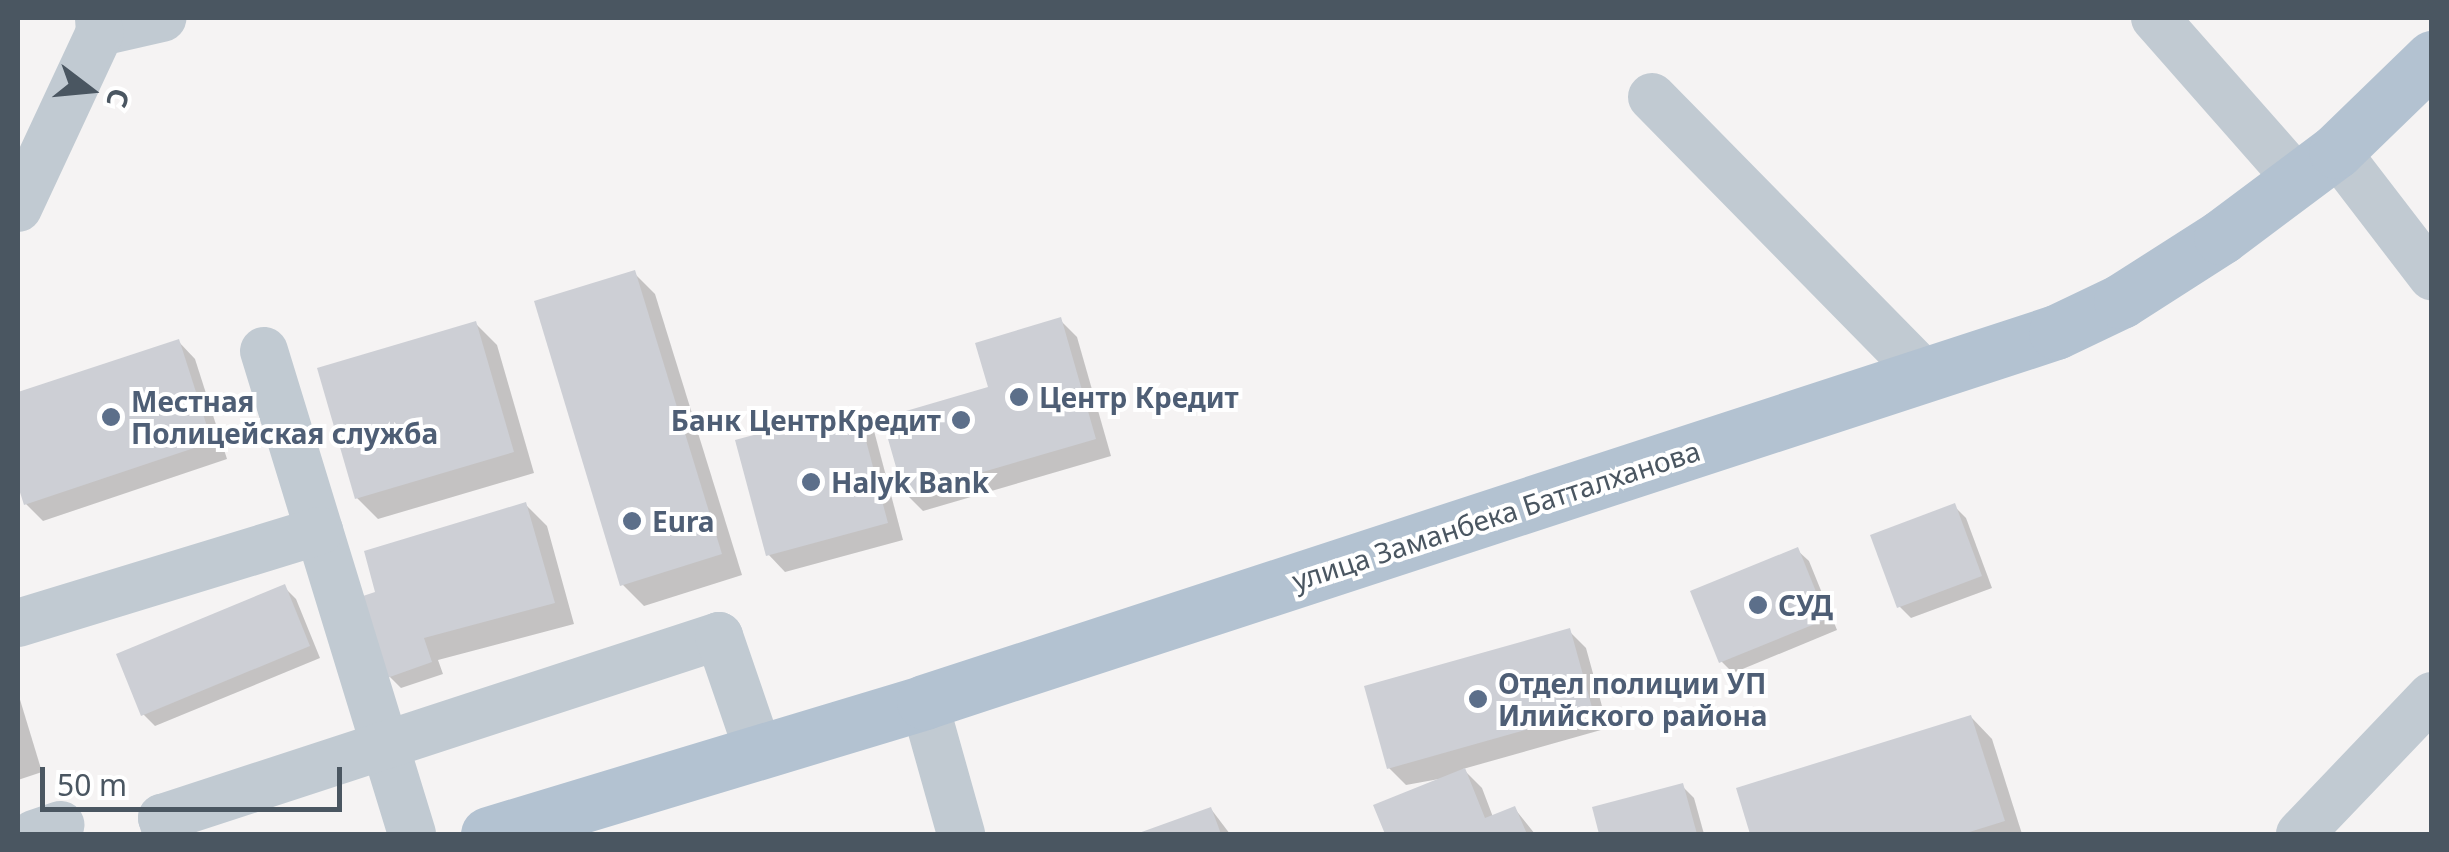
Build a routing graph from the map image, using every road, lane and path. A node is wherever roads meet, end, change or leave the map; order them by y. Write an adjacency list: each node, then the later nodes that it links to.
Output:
1 (162, 18): 3 (street)
2 (2155, 18): 6 (street)
3 (100, 25): 7 (street)
4 (2432, 58): 6 (main road, улица Заманбека Батталханова)
5 (1652, 97): 10 (street)
6 (2316, 164): 8 (street); 10 (main road, улица Заманбека Батталханова)
7 (18, 208)
8 (2432, 276)
9 (264, 351): 11 (street)
10 (1926, 376): 14 (main road, улица Заманбека Батталханова)
11 (319, 531): 12 (street); 15 (street)
12 (18, 623)
13 (2432, 696): 21 (street)
14 (924, 702): 16 (main road, улица Заманбека Батталханова); 20 (street)
15 (386, 747): 16 (street); 17 (street); 18 (street)
16 (759, 752): 19 (main road, улица Заманбека Батталханова)
17 (167, 834)
18 (412, 834)
19 (488, 834)
20 (961, 834)
21 (2300, 834)

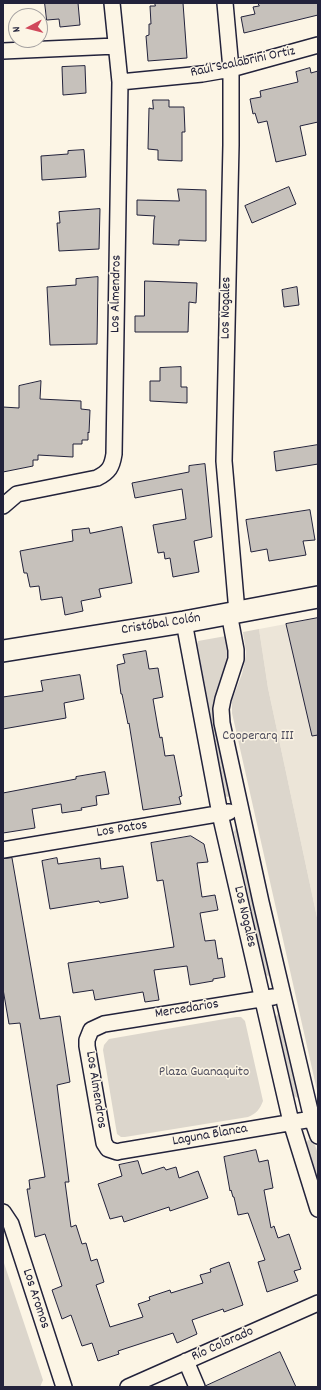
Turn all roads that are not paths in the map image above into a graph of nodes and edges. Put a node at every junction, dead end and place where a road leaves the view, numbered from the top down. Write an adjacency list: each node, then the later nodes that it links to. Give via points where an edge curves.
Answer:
1 (112, 3): 4 (street, Los Almendros)
2 (225, 3): 6 (street, Los Nogales)
3 (318, 45): 6 (street, Raúl Scalabrini Ortiz)
4 (116, 46): 5 (street); 7 (street, Los Almendros)
5 (3, 50)
6 (231, 68): 7 (street, Raúl Scalabrini Ortiz, via 202,74); 10 (street, Los Nogales, via 224,461)
7 (120, 82): 8 (street, Los Almendros, via 113,463 107,473 97,478 17,494)
8 (3, 506)
9 (318, 597): 10 (street, Cristóbal Colón)
10 (233, 613): 11 (street, Cristóbal Colón); 13 (street, Los Nogales, via 236,659 221,709)
11 (184, 622): 12 (street, Cristóbal Colón); 14 (street, Los Nogales)
12 (3, 650)
13 (242, 810): 14 (street, Los Patos); 16 (street, Los Nogales)
14 (220, 814): 15 (street, Los Patos); 17 (street, Los Nogales)
15 (3, 850)
16 (283, 995): 17 (street, Mercedarios); 19 (street, Los Nogales)
17 (262, 998): 18 (street, Mercedarios, via 104,1024); 20 (street, Los Nogales)
18 (91, 1030): 22 (street, Los Almendros, via 87,1046 103,1138)
19 (312, 1119): 20 (street, Laguna Blanca); 21 (street, Los Nogales)
20 (291, 1122): 22 (street, Laguna Blanca, via 117,1152); 23 (street, Los Nogales)
21 (318, 1136)
22 (108, 1149)
23 (318, 1209)
24 (3, 1212): 27 (street, Los Aromos, via 11,1224)
25 (318, 1302): 26 (street, Río Colorado)
26 (186, 1361): 28 (street, Río Colorado); 29 (street)
27 (64, 1387)
28 (128, 1387)
29 (197, 1387)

.....

» Task details: Retype each line of the listing above word for word. Exclude the pictures.

» Answer space:
Build a routing graph from the map image, using every road, lane and path. A node is wherever roads meet, end, change or leave the map; order them by y. Write an adjacency list: each node, then the later nodes that it links to.
Output:
1 (162, 18): 3 (street)
2 (2155, 18): 6 (street)
3 (100, 25): 7 (street)
4 (2432, 58): 6 (main road, улица Заманбека Батталханова)
5 (1652, 97): 10 (street)
6 (2316, 164): 8 (street); 10 (main road, улица Заманбека Батталханова)
7 (18, 208)
8 (2432, 276)
9 (264, 351): 11 (street)
10 (1926, 376): 14 (main road, улица Заманбека Батталханова)
11 (319, 531): 12 (street); 15 (street)
12 (18, 623)
13 (2432, 696): 21 (street)
14 (924, 702): 16 (main road, улица Заманбека Батталханова); 20 (street)
15 (386, 747): 16 (street); 17 (street); 18 (street)
16 (759, 752): 19 (main road, улица Заманбека Батталханова)
17 (167, 834)
18 (412, 834)
19 (488, 834)
20 (961, 834)
21 (2300, 834)

Turn all roads that are not paths in the map image above into a graph of nodes and edges. Put a node at every junction, dead end and place where a road leaves the view, numbered from the top down. Write an adjacency list: each node, then the later nodes that it links to. Give via points where an edge curves.
Answer:
1 (112, 3): 4 (street, Los Almendros)
2 (225, 3): 6 (street, Los Nogales)
3 (318, 45): 6 (street, Raúl Scalabrini Ortiz)
4 (116, 46): 5 (street); 7 (street, Los Almendros)
5 (3, 50)
6 (231, 68): 7 (street, Raúl Scalabrini Ortiz, via 202,74); 10 (street, Los Nogales, via 224,461)
7 (120, 82): 8 (street, Los Almendros, via 113,463 107,473 97,478 17,494)
8 (3, 506)
9 (318, 597): 10 (street, Cristóbal Colón)
10 (233, 613): 11 (street, Cristóbal Colón); 13 (street, Los Nogales, via 236,659 221,709)
11 (184, 622): 12 (street, Cristóbal Colón); 14 (street, Los Nogales)
12 (3, 650)
13 (242, 810): 14 (street, Los Patos); 16 (street, Los Nogales)
14 (220, 814): 15 (street, Los Patos); 17 (street, Los Nogales)
15 (3, 850)
16 (283, 995): 17 (street, Mercedarios); 19 (street, Los Nogales)
17 (262, 998): 18 (street, Mercedarios, via 104,1024); 20 (street, Los Nogales)
18 (91, 1030): 22 (street, Los Almendros, via 87,1046 103,1138)
19 (312, 1119): 20 (street, Laguna Blanca); 21 (street, Los Nogales)
20 (291, 1122): 22 (street, Laguna Blanca, via 117,1152); 23 (street, Los Nogales)
21 (318, 1136)
22 (108, 1149)
23 (318, 1209)
24 (3, 1212): 27 (street, Los Aromos, via 11,1224)
25 (318, 1302): 26 (street, Río Colorado)
26 (186, 1361): 28 (street, Río Colorado); 29 (street)
27 (64, 1387)
28 (128, 1387)
29 (197, 1387)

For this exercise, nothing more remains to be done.